7. Signs The Team Has A Leadership Coaching Gap
Problem-solving capability does not grow only from individual training.
It grows when leaders coach the process.
A leadership coaching gap may show up when:
- Leaders ask for updates but not evidence.
- Leaders correct the A3 instead of coaching the thinking.
- Reviews focus on format, deadlines, or presentation quality.
- People bring polished answers instead of exposing uncertainty.
- Team members avoid surfacing problems because reviews feel punitive.
In this situation, training frontline employees may help, but it will not be enough if the review system still rewards fast answers over good thinking.
The assessment can help show whether the gap is mostly with individual skills, team routines, or leadership behavior.
8. When A Problem-Solving Assessment Is The Right Next Step
A problem-solving assessment is a good next step when you need to decide where to focus first.
It can help if:
- You are considering A3 training but are not sure what level the team needs.
- You want to compare skill gaps across team members or roles.
- You suspect your team has had too much content and not enough application.
- You need a practical starting point for coaching.
- You want to avoid buying a generic training path that does not match the real issue.

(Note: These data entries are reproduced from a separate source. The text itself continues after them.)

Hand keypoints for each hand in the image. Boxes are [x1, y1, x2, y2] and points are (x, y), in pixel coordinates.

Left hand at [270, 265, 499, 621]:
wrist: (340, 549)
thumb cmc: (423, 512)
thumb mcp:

The assessment should not replace action.
It should focus action.
9. When You May Not Need An Assessment Yet
You may not need a team assessment if:
- One person simply needs an A3 template to structure a problem.

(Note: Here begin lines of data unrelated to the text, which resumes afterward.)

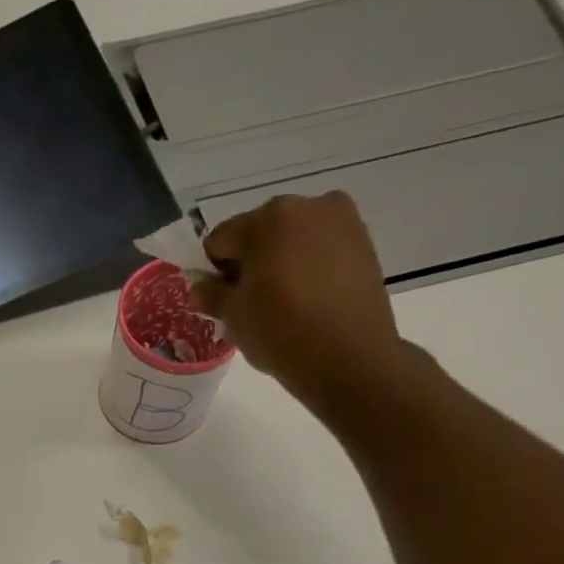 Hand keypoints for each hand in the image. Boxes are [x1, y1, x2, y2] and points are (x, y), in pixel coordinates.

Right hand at [191, 192, 406, 413]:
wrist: (348, 357)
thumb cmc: (280, 332)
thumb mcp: (234, 316)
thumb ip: (212, 295)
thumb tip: (199, 289)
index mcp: (266, 219)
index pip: (220, 239)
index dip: (214, 270)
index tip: (221, 299)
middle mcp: (305, 206)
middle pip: (259, 233)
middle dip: (250, 262)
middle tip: (252, 302)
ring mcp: (341, 220)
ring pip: (292, 239)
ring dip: (280, 263)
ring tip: (284, 303)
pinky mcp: (364, 241)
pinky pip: (321, 248)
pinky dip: (308, 266)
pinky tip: (309, 300) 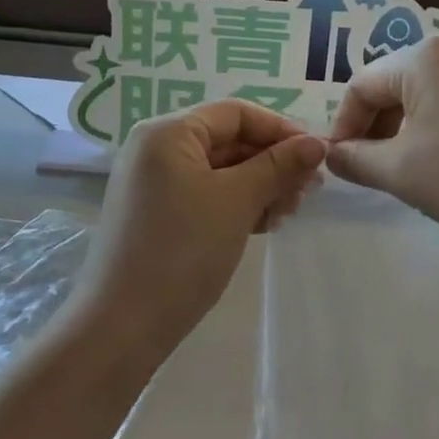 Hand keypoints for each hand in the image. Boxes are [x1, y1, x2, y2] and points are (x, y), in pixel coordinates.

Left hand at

- The team already has a clear skill gap and a clear coaching plan.
- The problem is urgent and needs immediate containment before broader diagnosis.
- There is no leader ready to review or act on the results.
In those cases, start smaller.
Use the A3 template on one real problem. Practice 5 Whys on a clear issue. Review one active A3 with a coach. Then decide whether a broader assessment is needed.
10. Course Forward
If you are trying to improve one active problem, start with the A3 problem-solving template.
If you are trying to improve how a whole team solves problems, take the Team Problem-Solving Skills Assessment.
The assessment can help identify whether the next best move is:
- an A3 template;
- A3 problem-solving training;
- 5 Whys/root-cause practice;
- a team workshop;
- coaching on a real A3;
- a broader capability-building path.
The goal is to stop guessing what the team needs and focus on the skill gap that is actually limiting performance.